----- MATERIAL FOR THIS EXERCISE -----

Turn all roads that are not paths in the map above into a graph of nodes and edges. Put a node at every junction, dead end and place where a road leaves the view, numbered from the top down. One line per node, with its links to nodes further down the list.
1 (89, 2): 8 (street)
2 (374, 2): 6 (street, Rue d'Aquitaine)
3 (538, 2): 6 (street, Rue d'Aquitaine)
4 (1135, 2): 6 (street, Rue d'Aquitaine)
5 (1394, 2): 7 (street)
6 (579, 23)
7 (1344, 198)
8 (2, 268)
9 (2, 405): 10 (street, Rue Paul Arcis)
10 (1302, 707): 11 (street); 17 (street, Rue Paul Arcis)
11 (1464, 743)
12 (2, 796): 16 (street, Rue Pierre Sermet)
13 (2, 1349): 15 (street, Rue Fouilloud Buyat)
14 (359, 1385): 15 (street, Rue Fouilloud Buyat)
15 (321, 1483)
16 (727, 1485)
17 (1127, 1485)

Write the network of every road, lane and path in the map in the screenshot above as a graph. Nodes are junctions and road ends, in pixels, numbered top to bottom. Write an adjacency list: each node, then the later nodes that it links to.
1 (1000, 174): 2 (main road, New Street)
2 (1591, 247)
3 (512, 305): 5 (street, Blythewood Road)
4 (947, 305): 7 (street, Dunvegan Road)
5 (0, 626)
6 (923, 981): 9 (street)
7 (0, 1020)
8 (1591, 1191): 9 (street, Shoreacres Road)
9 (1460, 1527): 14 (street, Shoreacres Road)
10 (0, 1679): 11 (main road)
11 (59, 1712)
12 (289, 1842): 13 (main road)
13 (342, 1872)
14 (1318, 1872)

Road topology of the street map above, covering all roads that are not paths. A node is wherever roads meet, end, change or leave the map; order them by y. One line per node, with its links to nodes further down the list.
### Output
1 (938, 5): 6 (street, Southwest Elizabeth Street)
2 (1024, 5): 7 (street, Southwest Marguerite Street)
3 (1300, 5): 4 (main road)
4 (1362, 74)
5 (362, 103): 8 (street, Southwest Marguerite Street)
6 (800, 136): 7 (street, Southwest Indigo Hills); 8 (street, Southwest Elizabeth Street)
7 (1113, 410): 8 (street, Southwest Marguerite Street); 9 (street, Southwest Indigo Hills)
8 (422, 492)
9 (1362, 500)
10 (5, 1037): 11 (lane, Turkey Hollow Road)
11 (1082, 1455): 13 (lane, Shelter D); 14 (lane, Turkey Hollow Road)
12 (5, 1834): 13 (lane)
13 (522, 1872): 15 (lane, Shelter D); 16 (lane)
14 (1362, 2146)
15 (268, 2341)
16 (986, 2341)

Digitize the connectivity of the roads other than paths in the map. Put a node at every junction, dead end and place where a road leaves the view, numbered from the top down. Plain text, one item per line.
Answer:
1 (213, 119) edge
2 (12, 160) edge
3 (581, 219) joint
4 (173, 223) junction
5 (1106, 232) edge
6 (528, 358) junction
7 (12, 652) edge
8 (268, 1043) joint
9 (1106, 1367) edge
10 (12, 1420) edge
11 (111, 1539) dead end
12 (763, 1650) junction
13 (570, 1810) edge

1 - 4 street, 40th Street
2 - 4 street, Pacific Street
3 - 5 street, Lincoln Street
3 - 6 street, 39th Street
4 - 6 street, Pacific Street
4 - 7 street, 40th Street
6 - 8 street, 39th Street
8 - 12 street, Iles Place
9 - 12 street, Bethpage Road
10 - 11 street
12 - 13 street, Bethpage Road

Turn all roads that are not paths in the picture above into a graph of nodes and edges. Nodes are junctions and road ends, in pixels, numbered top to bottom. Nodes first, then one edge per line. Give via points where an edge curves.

-----

▶ [WHAT TO DO]
Once you find the line containing "Digitize the connectivity", copy it and every line after it through the end of the records, exactly as they stand.

▶ [SOLUTION TO THIS PROBLEM]
Digitize the connectivity of the roads other than paths in the map. Put a node at every junction, dead end and place where a road leaves the view, numbered from the top down. Plain text, one item per line.
Answer:
1 (213, 119) edge
2 (12, 160) edge
3 (581, 219) joint
4 (173, 223) junction
5 (1106, 232) edge
6 (528, 358) junction
7 (12, 652) edge
8 (268, 1043) joint
9 (1106, 1367) edge
10 (12, 1420) edge
11 (111, 1539) dead end
12 (763, 1650) junction
13 (570, 1810) edge

1 - 4 street, 40th Street
2 - 4 street, Pacific Street
3 - 5 street, Lincoln Street
3 - 6 street, 39th Street
4 - 6 street, Pacific Street
4 - 7 street, 40th Street
6 - 8 street, 39th Street
8 - 12 street, Iles Place
9 - 12 street, Bethpage Road
10 - 11 street
12 - 13 street, Bethpage Road

Turn all roads that are not paths in the picture above into a graph of nodes and edges. Nodes are junctions and road ends, in pixels, numbered top to bottom. Nodes first, then one edge per line. Give via points where an edge curves.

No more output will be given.